The problem
Give the data below again, word for word.

[Entries provided — start]

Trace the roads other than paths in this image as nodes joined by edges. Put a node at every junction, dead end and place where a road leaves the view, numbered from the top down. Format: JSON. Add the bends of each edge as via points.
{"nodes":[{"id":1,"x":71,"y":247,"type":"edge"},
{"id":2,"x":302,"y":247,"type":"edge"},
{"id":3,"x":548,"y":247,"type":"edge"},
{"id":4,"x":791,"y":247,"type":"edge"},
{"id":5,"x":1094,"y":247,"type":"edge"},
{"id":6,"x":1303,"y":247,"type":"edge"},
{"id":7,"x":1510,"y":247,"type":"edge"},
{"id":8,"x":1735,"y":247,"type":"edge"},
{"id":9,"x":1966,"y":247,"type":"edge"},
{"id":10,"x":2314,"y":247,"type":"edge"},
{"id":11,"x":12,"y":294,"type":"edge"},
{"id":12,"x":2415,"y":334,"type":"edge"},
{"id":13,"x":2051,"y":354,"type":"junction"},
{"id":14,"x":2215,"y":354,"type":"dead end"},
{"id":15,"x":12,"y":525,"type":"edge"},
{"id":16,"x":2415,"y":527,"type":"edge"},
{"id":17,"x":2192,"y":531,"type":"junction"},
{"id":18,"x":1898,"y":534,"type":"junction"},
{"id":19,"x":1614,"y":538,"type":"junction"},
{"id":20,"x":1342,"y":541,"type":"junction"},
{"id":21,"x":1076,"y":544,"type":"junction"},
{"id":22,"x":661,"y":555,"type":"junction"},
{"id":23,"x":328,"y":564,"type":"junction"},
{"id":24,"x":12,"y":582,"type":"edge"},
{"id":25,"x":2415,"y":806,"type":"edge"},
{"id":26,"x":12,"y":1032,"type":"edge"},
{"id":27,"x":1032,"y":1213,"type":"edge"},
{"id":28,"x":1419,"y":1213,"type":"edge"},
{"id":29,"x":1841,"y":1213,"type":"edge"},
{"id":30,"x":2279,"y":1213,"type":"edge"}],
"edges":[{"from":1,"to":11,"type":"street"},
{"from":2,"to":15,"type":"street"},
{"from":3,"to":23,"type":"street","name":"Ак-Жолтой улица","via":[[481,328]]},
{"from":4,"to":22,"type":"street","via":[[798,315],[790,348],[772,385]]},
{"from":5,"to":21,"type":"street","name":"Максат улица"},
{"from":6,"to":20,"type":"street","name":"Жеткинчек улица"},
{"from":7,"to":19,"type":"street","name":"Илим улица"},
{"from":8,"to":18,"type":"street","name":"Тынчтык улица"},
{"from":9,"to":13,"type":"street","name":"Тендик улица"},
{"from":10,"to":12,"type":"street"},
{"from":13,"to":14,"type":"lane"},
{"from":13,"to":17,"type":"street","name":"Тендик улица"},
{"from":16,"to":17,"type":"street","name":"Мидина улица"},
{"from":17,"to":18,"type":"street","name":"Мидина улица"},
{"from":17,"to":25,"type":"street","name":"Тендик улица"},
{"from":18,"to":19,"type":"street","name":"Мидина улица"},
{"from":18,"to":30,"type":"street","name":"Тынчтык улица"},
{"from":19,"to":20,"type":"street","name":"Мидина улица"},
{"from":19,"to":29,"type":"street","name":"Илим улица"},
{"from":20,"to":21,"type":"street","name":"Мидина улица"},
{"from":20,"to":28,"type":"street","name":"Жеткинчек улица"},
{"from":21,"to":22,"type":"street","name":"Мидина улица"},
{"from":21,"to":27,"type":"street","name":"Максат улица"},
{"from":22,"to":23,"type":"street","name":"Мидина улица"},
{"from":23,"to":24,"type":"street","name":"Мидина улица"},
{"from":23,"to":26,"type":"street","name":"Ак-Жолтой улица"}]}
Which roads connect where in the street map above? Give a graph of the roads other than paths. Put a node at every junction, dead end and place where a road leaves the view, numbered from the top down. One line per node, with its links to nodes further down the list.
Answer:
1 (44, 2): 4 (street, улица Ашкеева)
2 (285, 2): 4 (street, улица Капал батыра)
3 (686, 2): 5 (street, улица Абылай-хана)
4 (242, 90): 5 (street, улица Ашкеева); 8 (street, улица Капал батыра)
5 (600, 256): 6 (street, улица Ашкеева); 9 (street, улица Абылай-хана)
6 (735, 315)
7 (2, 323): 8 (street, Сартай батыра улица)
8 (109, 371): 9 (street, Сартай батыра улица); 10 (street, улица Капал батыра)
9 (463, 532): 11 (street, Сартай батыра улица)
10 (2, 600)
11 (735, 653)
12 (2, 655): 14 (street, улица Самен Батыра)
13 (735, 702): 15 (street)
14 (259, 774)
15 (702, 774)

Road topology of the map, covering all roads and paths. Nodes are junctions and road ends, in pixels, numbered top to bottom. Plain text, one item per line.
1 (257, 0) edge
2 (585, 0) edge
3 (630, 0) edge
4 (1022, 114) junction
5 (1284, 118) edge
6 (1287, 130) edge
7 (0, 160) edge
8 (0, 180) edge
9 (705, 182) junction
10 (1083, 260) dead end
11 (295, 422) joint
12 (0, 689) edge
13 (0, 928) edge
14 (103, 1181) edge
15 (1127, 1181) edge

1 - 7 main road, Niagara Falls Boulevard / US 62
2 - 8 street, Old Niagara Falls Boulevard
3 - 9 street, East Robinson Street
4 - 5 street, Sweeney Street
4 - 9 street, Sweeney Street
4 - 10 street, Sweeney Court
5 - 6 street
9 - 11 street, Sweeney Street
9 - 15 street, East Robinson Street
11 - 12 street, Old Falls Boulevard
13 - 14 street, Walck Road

[Entries provided — finish]

Solution to the problem
Trace the roads other than paths in this image as nodes joined by edges. Put a node at every junction, dead end and place where a road leaves the view, numbered from the top down. Format: JSON. Add the bends of each edge as via points.
{"nodes":[{"id":1,"x":71,"y":247,"type":"edge"},
{"id":2,"x":302,"y":247,"type":"edge"},
{"id":3,"x":548,"y":247,"type":"edge"},
{"id":4,"x":791,"y":247,"type":"edge"},
{"id":5,"x":1094,"y":247,"type":"edge"},
{"id":6,"x":1303,"y":247,"type":"edge"},
{"id":7,"x":1510,"y":247,"type":"edge"},
{"id":8,"x":1735,"y":247,"type":"edge"},
{"id":9,"x":1966,"y":247,"type":"edge"},
{"id":10,"x":2314,"y":247,"type":"edge"},
{"id":11,"x":12,"y":294,"type":"edge"},
{"id":12,"x":2415,"y":334,"type":"edge"},
{"id":13,"x":2051,"y":354,"type":"junction"},
{"id":14,"x":2215,"y":354,"type":"dead end"},
{"id":15,"x":12,"y":525,"type":"edge"},
{"id":16,"x":2415,"y":527,"type":"edge"},
{"id":17,"x":2192,"y":531,"type":"junction"},
{"id":18,"x":1898,"y":534,"type":"junction"},
{"id":19,"x":1614,"y":538,"type":"junction"},
{"id":20,"x":1342,"y":541,"type":"junction"},
{"id":21,"x":1076,"y":544,"type":"junction"},
{"id":22,"x":661,"y":555,"type":"junction"},
{"id":23,"x":328,"y":564,"type":"junction"},
{"id":24,"x":12,"y":582,"type":"edge"},
{"id":25,"x":2415,"y":806,"type":"edge"},
{"id":26,"x":12,"y":1032,"type":"edge"},
{"id":27,"x":1032,"y":1213,"type":"edge"},
{"id":28,"x":1419,"y":1213,"type":"edge"},
{"id":29,"x":1841,"y":1213,"type":"edge"},
{"id":30,"x":2279,"y":1213,"type":"edge"}],
"edges":[{"from":1,"to":11,"type":"street"},
{"from":2,"to":15,"type":"street"},
{"from":3,"to":23,"type":"street","name":"Ак-Жолтой улица","via":[[481,328]]},
{"from":4,"to":22,"type":"street","via":[[798,315],[790,348],[772,385]]},
{"from":5,"to":21,"type":"street","name":"Максат улица"},
{"from":6,"to":20,"type":"street","name":"Жеткинчек улица"},
{"from":7,"to":19,"type":"street","name":"Илим улица"},
{"from":8,"to":18,"type":"street","name":"Тынчтык улица"},
{"from":9,"to":13,"type":"street","name":"Тендик улица"},
{"from":10,"to":12,"type":"street"},
{"from":13,"to":14,"type":"lane"},
{"from":13,"to":17,"type":"street","name":"Тендик улица"},
{"from":16,"to":17,"type":"street","name":"Мидина улица"},
{"from":17,"to":18,"type":"street","name":"Мидина улица"},
{"from":17,"to":25,"type":"street","name":"Тендик улица"},
{"from":18,"to":19,"type":"street","name":"Мидина улица"},
{"from":18,"to":30,"type":"street","name":"Тынчтык улица"},
{"from":19,"to":20,"type":"street","name":"Мидина улица"},
{"from":19,"to":29,"type":"street","name":"Илим улица"},
{"from":20,"to":21,"type":"street","name":"Мидина улица"},
{"from":20,"to":28,"type":"street","name":"Жеткинчек улица"},
{"from":21,"to":22,"type":"street","name":"Мидина улица"},
{"from":21,"to":27,"type":"street","name":"Максат улица"},
{"from":22,"to":23,"type":"street","name":"Мидина улица"},
{"from":23,"to":24,"type":"street","name":"Мидина улица"},
{"from":23,"to":26,"type":"street","name":"Ак-Жолтой улица"}]}
Which roads connect where in the street map above? Give a graph of the roads other than paths. Put a node at every junction, dead end and place where a road leaves the view, numbered from the top down. One line per node, with its links to nodes further down the list.
Answer:
1 (44, 2): 4 (street, улица Ашкеева)
2 (285, 2): 4 (street, улица Капал батыра)
3 (686, 2): 5 (street, улица Абылай-хана)
4 (242, 90): 5 (street, улица Ашкеева); 8 (street, улица Капал батыра)
5 (600, 256): 6 (street, улица Ашкеева); 9 (street, улица Абылай-хана)
6 (735, 315)
7 (2, 323): 8 (street, Сартай батыра улица)
8 (109, 371): 9 (street, Сартай батыра улица); 10 (street, улица Капал батыра)
9 (463, 532): 11 (street, Сартай батыра улица)
10 (2, 600)
11 (735, 653)
12 (2, 655): 14 (street, улица Самен Батыра)
13 (735, 702): 15 (street)
14 (259, 774)
15 (702, 774)

Road topology of the map, covering all roads and paths. Nodes are junctions and road ends, in pixels, numbered top to bottom. Plain text, one item per line.
1 (257, 0) edge
2 (585, 0) edge
3 (630, 0) edge
4 (1022, 114) junction
5 (1284, 118) edge
6 (1287, 130) edge
7 (0, 160) edge
8 (0, 180) edge
9 (705, 182) junction
10 (1083, 260) dead end
11 (295, 422) joint
12 (0, 689) edge
13 (0, 928) edge
14 (103, 1181) edge
15 (1127, 1181) edge

1 - 7 main road, Niagara Falls Boulevard / US 62
2 - 8 street, Old Niagara Falls Boulevard
3 - 9 street, East Robinson Street
4 - 5 street, Sweeney Street
4 - 9 street, Sweeney Street
4 - 10 street, Sweeney Court
5 - 6 street
9 - 11 street, Sweeney Street
9 - 15 street, East Robinson Street
11 - 12 street, Old Falls Boulevard
13 - 14 street, Walck Road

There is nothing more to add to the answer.